- Active: August 24, 1863 - October 7, 1865
- Country: United States
- Allegiance: Union
- Branch: Cavalry
- Engagements: Franklin-Nashville Campaign Battle of Franklin Battle of Nashville

= 12th Tennessee Cavalry Regiment =

The 12th Tennessee Cavalry Regiment was a cavalry regiment that served in the Union Army during the American Civil War.

==Service==
The 12th Tennessee Cavalry was organized at Nashville, Tennessee and mustered in for a three-year enlistment on August 24, 1863, under the command of Colonel George Spalding.
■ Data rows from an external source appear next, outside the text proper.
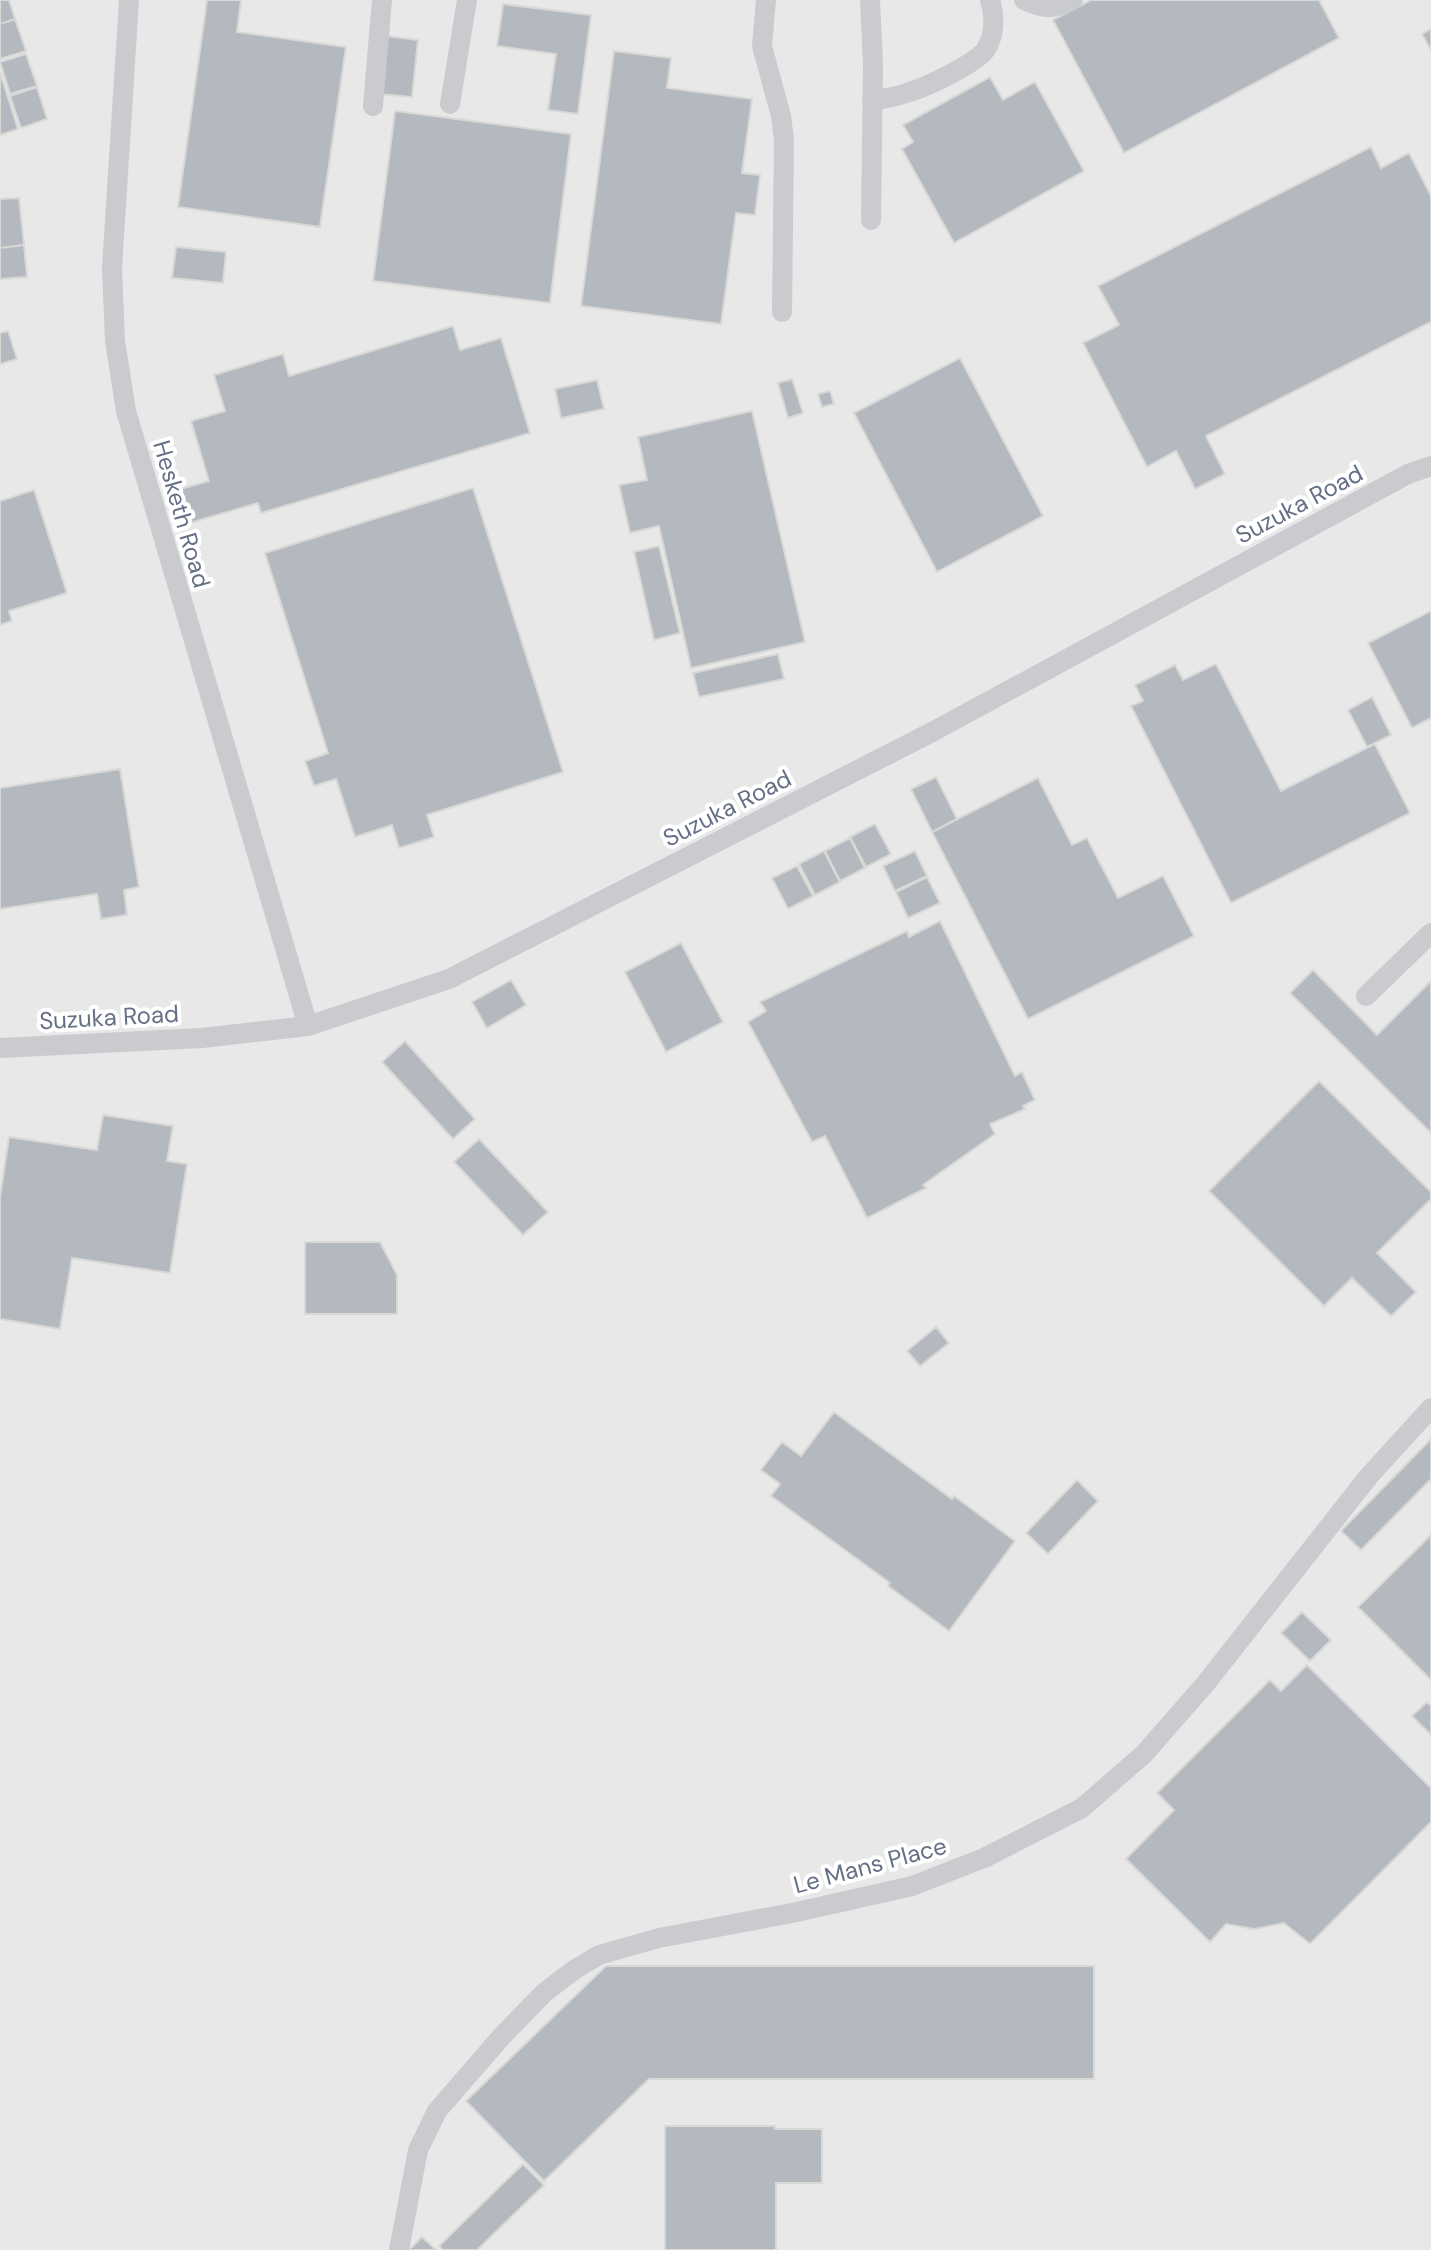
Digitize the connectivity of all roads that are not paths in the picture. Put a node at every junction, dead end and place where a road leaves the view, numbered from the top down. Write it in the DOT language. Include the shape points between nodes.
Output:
graph roads {
  1 [pos="129,0"];
  2 [pos="382,0"];
  3 [pos="467,0"];
  4 [pos="766,0"];
  5 [pos="870,0"];
  6 [pos="990,0"];
  7 [pos="1024,0"];
  8 [pos="1073,0"];
  9 [pos="872,101"];
  10 [pos="450,104"];
  11 [pos="373,106"];
  12 [pos="871,220"];
  13 [pos="782,312"];
  14 [pos="1431,466"];
  15 [pos="1431,933"];
  16 [pos="1366,996"];
  17 [pos="308,1026"];
  18 [pos="0,1048"];
  19 [pos="1431,1408"];
  20 [pos="399,2250"];
  1 -- 17 [label="lane, Hesketh Road" via="112,268 115,341 126,411"];
  2 -- 11 [label="lane"];
  3 -- 10 [label="lane"];
  4 -- 13 [label="lane" via="762,46 784,140"];
  5 -- 9 [label="lane"];
  6 -- 9 [label="lane" via="994,12 986,50 920,88"];
  7 -- 8 [label="lane" via="1054,8"];
  9 -- 12 [label="lane"];
  14 -- 17 [label="lane, Suzuka Road" via="934,731 449,979"];
  15 -- 16 [label="lane"];
  17 -- 18 [label="lane, Suzuka Road" via="202,1038"];
  19 -- 20 [label="lane, Le Mans Place" via="1369,1476 1165,1730 1082,1808 984,1858 912,1886 599,1955 545,1992 437,2111 418,2150"];
}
As late as February 22, 1864, only six companies had completed organization.

The regiment was attached to District of Nashville, Department of the Cumberland, to January 1864. Defenses of Nashville & Northwestern Railroad to April 1864. 2nd Brigade, 4th Division, Cavalry Corps, Department of the Cumberland, to October 1864. 2nd Brigade, 4th Division, Cavalry Corps, Military Division Mississippi, to December 1864. 2nd Brigade, 5th Division, Cavalry Corps, Military Division Mississippi, to February 1865. 1st Brigade, 5th Division, Cavalry Corps, Military Division Mississippi, to May 1865. Department of the Missouri to October 1865.
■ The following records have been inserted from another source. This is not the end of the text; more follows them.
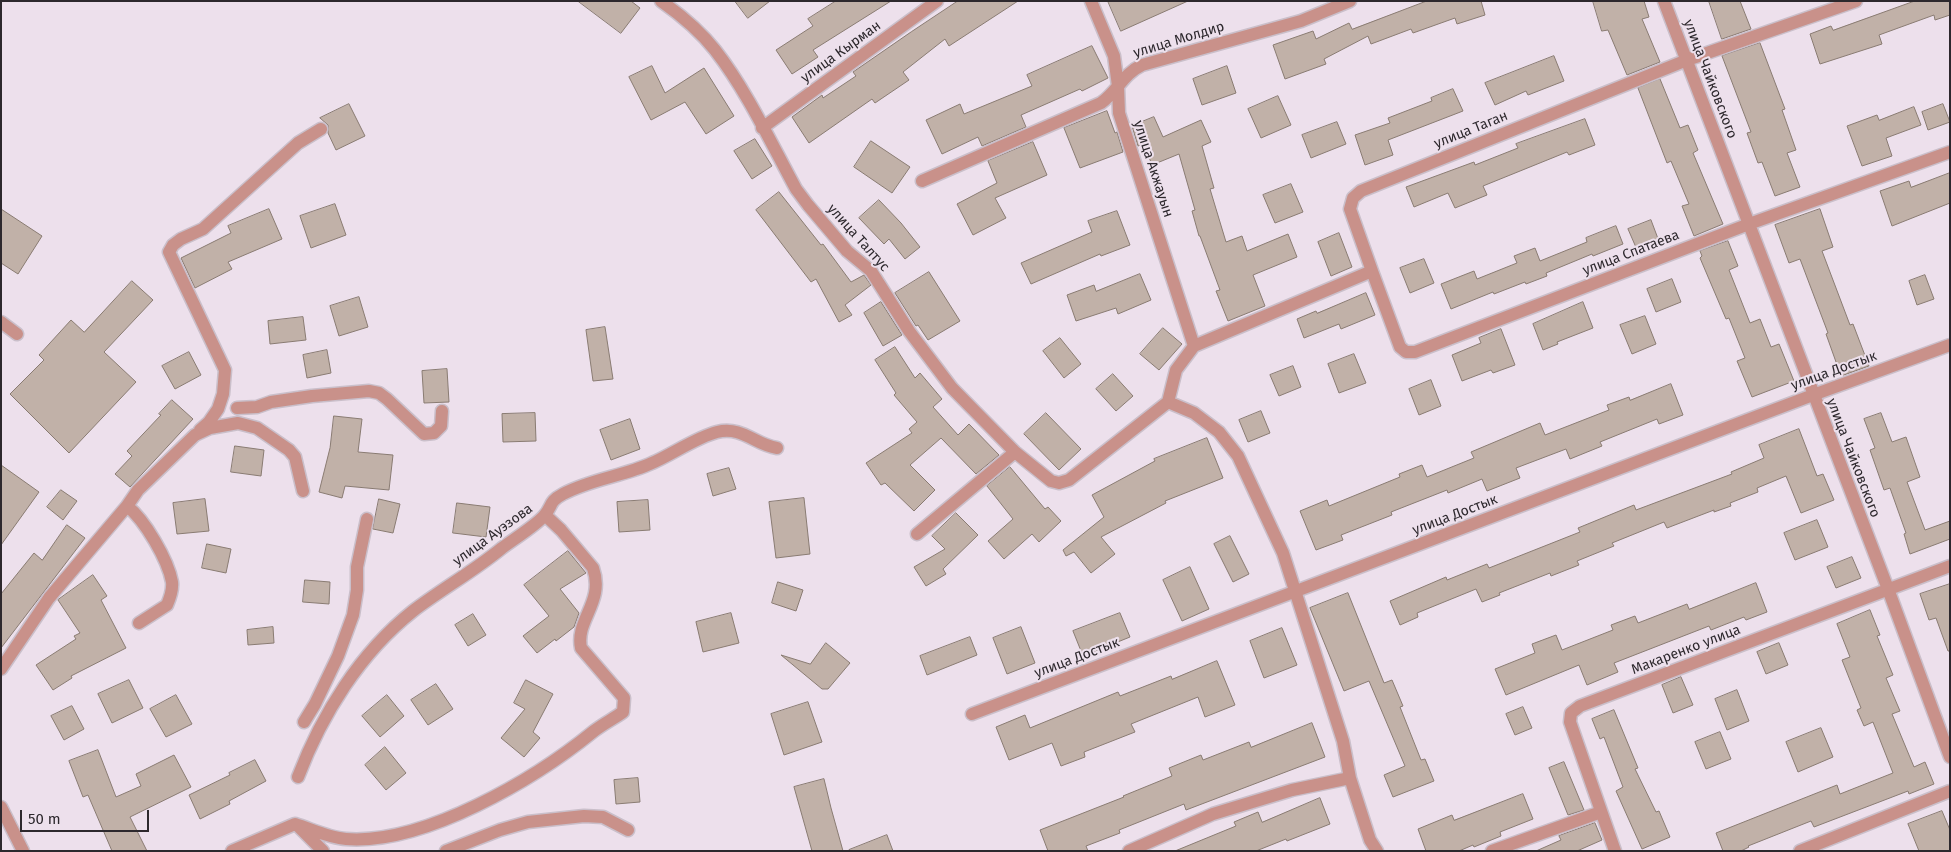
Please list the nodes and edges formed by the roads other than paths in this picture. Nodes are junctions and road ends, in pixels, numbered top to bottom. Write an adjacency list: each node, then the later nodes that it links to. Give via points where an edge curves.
1 (661, 1): 9 (street, улица Талтус, via 683,17 714,49)
2 (937, 1): 9 (street, улица Кырман)
3 (1091, 1): 8 (street, улица Акжауын, via 1114,56)
4 (1350, 1): 8 (street, улица Молдир, via 1301,21 1142,65 1131,70)
5 (1664, 1): 7 (street, улица Чайковского)
6 (1856, 1): 7 (street, улица Таган)
7 (1687, 60): 13 (street, улица Чайковского); 14 (street, улица Таган, via 1361,191 1353,198 1350,209)
8 (1118, 86): 12 (street, улица Молдир, via 1101,103); 18 (street, улица Акжауын, via 1120,113)
9 (762, 128): 25 (street, улица Талтус, via 808,205 847,251 871,271 909,331 952,388)
10 (321, 129): 23 (street, via 298,143 203,229 181,239 169,252 225,370 218,409)
11 (1950, 152): 13 (street, улица Спатаева)
12 (922, 181)
13 (1749, 224): 14 (street, улица Спатаева, via 1415,352 1406,352 1400,347); 19 (street, улица Чайковского)
14 (1372, 271): 18 (street)
15 (1, 322): 16 (street)
16 (17, 334)
17 (1950, 345): 19 (street, улица Достык)
18 (1194, 346): 20 (street, via 1176,370)
19 (1813, 395): 32 (street, улица Чайковского); 33 (street, улица Достык)
20 (1168, 402): 25 (street, улица Талтус, via 1069,480 1051,481); 33 (street, via 1194,413 1218,432 1238,456 1283,553)
21 (237, 408): 22 (street, via 369,391 387,399 424,434 434,433 441,426)
22 (442, 411)
23 (195, 435): 26 (street, via 238,422 257,428 290,450); 27 (street, via 138,490)
24 (777, 448): 28 (street, улица Ауэзова, via 738,431 717,432 652,464 565,493 552,500)
25 (1015, 452): 30 (street)
26 (303, 491)
27 (127, 506): 34 (street, via 138,514 147,529 172,584 167,605); 35 (street, via 60,584)
28 (545, 515): 39 (street, улица Ауэзова, via 390,632 362,663 336,700); 44 (street, via 593,568 595,594 581,628 581,648 624,698 622,712 560,758 522,781 414,832 344,839)
29 (367, 519): 37 (street, via 357,567 353,615 338,656)
30 (917, 534)
31 (1950, 566): 32 (street, Макаренко улица)
32 (1888, 589): 38 (street, улица Чайковского); 43 (street, Макаренко улица, via 1580,706 1571,713 1570,722)
33 (1295, 591): 36 (street, улица Достык); 40 (street, via 1343,741)
34 (139, 623)
35 (1, 669)
36 (972, 714)
37 (304, 722)
38 (1950, 757)
39 (298, 777)
40 (1350, 778): 50 (street, via 1292,790 1213,814); 51 (street, via 1370,840)
41 (1950, 791): 54 (street)
42 (1, 807): 46 (street)
43 (1601, 812): 52 (street); 53 (street, Макаренко улица)
44 (295, 824): 47 (street); 48 (street)
45 (628, 830): 49 (street, via 603,817 528,822)
46 (23, 851)
47 (232, 851)
48 (323, 851)
49 (446, 851)
50 (1129, 851)
51 (1377, 851)
52 (1492, 851)
53 (1615, 851)
54 (1800, 851)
The 12th Tennessee Cavalry mustered out of service at Fort Leavenworth, Kansas, on October 7, 1865.

==Detailed service==
Scout to Florence, Alabama, July 20–25, 1863 (detachment). Duty at Nashville and on Nashville & Northwestern Railroad at Pulaski, Tennessee, until November 1864. Duck River April 22, 1864. Scout in Hickman and Maury Counties May 2–12. Lincoln County June 14. Scout from Pulaski to Florence, Alabama, July 20–25 (detachment). Triune August 3–4. Florence August 10. Operations against Forrest in northern Alabama and middle Tennessee September 16-October 10. Richland Creek, near Pulaski, September 26. Pulaski September 26–27. Nashville Campaign November–December. On line of Shoal Creek November 5–20. Campbellsville and Lynnville November 24. In front of Columbia November 24–27. Franklin November 30. Battle of Nashville December 15–16. Pursuit of Hood to the Tennessee River December 17–28. West Harpeth River December 17. Spring Hill December 18. Rutherford Creek December 19. Curtis Creek December 19. Lawrenceburg December 22. Lynnville and Richland Creek December 24. King's Gap, near Pulaski, December 25. At Gravelly Springs, Alabama, until February 1865. At Eastport, Mississippi, until May. Moved to St. Louis, Missouri, May 15–17, thence to Rolla, Missouri, June 20–26, and to Fort Riley, Kansas, June 29-July 8.

==Commanders==
- Colonel George Spalding - mustered as lieutenant colonel and promoted when the regiment's twelfth company was organized in August 1864

==Casualties==
The regiment lost a total of 226 men during service; 5 officers and 28 enlisted men killed or mortally wounded, 2 officers and 191 enlisted men died of disease or accident.